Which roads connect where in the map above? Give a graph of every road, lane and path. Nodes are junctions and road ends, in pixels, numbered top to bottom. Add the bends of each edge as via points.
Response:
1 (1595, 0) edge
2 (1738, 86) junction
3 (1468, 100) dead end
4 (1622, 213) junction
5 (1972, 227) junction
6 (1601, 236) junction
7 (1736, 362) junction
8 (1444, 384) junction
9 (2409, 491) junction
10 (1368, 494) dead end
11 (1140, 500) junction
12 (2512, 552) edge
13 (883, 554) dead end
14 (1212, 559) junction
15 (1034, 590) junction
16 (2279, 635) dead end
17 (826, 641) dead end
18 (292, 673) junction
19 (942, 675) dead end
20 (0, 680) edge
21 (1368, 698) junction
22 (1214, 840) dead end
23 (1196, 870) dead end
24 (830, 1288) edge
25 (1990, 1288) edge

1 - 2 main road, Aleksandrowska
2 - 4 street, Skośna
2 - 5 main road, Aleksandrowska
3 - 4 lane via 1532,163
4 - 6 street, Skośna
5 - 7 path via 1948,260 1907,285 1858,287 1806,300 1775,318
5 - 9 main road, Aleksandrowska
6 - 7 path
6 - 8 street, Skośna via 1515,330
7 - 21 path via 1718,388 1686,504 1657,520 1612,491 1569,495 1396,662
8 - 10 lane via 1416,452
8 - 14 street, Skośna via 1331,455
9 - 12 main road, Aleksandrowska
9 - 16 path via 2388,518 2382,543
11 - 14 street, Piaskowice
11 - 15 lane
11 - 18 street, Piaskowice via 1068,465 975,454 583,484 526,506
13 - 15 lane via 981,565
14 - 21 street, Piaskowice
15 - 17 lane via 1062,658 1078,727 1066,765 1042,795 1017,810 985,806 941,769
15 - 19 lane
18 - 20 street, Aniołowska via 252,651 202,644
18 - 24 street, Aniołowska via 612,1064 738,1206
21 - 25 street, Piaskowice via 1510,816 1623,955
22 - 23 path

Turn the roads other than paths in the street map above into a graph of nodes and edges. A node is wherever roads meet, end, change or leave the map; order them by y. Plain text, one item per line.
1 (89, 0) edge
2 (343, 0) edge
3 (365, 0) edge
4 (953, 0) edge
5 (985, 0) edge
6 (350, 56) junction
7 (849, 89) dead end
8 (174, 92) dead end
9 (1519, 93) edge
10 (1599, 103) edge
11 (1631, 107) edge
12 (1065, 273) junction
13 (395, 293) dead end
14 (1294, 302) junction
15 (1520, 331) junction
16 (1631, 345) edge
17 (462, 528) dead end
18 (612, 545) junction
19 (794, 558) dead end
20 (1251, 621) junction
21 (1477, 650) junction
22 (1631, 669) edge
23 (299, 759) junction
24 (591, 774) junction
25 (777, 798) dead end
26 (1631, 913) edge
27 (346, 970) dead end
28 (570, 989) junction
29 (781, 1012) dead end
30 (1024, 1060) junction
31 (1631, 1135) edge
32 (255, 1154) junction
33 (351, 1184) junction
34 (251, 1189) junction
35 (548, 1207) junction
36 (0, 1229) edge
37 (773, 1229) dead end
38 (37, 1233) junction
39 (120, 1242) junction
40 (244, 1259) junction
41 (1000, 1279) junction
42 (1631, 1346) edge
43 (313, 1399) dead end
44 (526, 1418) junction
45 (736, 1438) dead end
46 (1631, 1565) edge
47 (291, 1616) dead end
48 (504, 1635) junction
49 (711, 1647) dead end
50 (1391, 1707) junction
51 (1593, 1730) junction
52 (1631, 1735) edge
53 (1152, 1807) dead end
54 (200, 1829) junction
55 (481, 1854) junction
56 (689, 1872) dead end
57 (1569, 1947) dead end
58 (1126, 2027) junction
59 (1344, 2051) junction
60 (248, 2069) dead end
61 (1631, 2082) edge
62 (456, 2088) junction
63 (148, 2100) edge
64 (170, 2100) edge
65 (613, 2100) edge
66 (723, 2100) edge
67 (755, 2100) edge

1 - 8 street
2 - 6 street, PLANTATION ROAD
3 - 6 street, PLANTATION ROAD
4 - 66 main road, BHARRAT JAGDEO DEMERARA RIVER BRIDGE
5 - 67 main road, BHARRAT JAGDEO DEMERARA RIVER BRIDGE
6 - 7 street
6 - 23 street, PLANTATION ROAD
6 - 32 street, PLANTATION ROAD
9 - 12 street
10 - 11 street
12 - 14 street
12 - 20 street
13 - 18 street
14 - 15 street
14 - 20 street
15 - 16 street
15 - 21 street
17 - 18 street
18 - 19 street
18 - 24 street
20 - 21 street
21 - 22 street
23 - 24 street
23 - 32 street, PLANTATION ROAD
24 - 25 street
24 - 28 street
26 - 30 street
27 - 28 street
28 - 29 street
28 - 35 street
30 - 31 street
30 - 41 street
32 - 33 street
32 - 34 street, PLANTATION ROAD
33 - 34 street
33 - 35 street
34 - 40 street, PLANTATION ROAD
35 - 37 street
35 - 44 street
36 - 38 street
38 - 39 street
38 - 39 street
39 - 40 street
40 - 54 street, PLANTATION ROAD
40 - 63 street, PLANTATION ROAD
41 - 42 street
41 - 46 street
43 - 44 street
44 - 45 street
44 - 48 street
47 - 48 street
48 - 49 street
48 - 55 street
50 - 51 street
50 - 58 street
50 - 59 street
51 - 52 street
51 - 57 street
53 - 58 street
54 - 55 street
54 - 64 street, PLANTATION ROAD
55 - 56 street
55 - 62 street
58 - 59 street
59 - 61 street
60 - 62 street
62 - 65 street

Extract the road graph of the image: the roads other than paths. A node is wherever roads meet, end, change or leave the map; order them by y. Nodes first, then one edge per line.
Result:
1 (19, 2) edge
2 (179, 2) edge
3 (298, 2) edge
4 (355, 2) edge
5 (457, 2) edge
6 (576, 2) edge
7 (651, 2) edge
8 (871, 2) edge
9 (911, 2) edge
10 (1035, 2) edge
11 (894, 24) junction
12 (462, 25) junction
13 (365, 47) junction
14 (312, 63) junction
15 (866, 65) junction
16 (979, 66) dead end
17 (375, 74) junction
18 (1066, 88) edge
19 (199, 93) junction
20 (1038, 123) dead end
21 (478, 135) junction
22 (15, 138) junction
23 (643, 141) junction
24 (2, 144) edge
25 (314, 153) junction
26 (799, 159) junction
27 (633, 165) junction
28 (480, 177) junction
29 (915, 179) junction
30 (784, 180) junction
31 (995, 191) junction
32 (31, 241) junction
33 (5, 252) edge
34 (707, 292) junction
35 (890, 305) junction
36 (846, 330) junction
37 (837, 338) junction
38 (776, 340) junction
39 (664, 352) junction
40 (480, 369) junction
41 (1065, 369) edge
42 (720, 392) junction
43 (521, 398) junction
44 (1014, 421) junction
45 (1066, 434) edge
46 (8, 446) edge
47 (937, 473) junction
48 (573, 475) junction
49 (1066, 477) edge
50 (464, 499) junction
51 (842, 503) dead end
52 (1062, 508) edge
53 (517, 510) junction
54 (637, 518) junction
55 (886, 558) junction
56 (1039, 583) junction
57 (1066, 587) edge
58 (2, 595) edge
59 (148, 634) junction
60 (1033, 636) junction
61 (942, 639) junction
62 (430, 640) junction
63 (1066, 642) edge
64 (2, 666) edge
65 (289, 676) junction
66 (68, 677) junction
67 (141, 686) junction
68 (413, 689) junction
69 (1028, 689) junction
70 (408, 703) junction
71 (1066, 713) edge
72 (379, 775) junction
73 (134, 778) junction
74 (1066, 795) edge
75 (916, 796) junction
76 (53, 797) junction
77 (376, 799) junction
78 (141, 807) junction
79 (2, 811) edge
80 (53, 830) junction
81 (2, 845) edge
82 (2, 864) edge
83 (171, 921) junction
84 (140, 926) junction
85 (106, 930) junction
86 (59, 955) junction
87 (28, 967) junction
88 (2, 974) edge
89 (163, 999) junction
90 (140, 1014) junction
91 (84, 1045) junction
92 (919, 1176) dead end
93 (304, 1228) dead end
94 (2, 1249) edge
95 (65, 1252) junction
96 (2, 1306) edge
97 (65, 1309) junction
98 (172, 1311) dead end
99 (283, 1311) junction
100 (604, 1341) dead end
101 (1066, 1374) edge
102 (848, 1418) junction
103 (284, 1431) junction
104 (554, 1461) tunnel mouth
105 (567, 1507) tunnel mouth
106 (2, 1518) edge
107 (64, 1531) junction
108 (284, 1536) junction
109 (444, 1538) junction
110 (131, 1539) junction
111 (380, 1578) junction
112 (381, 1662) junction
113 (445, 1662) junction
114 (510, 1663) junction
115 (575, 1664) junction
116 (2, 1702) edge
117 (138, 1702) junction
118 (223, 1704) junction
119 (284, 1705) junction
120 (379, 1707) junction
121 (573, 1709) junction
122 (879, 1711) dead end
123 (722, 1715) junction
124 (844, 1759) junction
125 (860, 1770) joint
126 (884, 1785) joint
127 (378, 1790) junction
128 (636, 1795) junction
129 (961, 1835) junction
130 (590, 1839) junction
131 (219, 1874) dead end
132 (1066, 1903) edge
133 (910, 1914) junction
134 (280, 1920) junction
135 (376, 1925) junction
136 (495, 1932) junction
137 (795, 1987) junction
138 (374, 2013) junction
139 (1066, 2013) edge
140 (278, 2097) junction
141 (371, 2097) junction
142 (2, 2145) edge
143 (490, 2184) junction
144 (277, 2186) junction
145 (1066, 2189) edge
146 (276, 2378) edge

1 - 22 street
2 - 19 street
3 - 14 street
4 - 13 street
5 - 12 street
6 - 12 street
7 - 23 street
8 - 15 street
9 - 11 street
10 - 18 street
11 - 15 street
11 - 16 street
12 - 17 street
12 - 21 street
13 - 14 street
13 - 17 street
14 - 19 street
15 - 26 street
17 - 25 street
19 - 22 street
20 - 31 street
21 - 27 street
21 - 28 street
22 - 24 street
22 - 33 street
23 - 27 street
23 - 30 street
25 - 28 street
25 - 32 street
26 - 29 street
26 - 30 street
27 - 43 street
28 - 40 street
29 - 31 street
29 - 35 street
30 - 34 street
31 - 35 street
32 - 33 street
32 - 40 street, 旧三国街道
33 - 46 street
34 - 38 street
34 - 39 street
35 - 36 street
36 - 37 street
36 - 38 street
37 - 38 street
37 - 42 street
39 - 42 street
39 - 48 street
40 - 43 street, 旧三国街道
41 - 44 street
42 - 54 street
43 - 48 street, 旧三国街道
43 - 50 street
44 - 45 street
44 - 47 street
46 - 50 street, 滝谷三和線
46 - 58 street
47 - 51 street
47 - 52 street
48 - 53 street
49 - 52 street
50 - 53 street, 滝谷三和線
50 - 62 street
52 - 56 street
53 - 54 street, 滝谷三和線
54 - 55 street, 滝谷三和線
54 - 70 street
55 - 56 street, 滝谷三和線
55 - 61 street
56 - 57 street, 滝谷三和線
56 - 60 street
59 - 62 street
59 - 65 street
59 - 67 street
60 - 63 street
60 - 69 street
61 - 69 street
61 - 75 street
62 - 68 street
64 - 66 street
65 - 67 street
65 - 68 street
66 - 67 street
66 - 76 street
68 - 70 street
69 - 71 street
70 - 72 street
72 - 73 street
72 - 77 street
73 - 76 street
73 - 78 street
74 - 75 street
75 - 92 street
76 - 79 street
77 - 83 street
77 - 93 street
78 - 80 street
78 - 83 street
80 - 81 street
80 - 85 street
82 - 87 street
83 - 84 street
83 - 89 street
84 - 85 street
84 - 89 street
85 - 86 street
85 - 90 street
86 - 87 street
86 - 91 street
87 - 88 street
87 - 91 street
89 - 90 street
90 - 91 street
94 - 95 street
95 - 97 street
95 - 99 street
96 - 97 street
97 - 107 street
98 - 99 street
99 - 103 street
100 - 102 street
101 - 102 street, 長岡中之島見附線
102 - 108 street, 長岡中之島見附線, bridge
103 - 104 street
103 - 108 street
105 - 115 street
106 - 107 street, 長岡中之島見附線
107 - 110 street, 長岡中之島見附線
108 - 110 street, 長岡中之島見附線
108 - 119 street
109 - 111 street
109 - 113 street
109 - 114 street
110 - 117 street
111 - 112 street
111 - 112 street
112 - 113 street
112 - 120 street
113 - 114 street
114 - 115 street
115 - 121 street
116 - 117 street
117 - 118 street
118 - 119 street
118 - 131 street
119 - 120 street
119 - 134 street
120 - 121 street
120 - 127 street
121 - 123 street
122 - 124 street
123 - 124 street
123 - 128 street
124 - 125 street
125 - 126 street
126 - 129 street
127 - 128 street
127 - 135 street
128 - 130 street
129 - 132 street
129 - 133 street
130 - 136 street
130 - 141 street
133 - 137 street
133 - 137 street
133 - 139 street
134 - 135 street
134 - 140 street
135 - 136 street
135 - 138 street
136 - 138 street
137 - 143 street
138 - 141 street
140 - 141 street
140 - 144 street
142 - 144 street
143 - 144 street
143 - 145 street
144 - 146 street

• • • • • • •

A complete answer lists every line of the listing above that holds the word "tunnel".

104 (554, 1461) tunnel mouth
105 (567, 1507) tunnel mouth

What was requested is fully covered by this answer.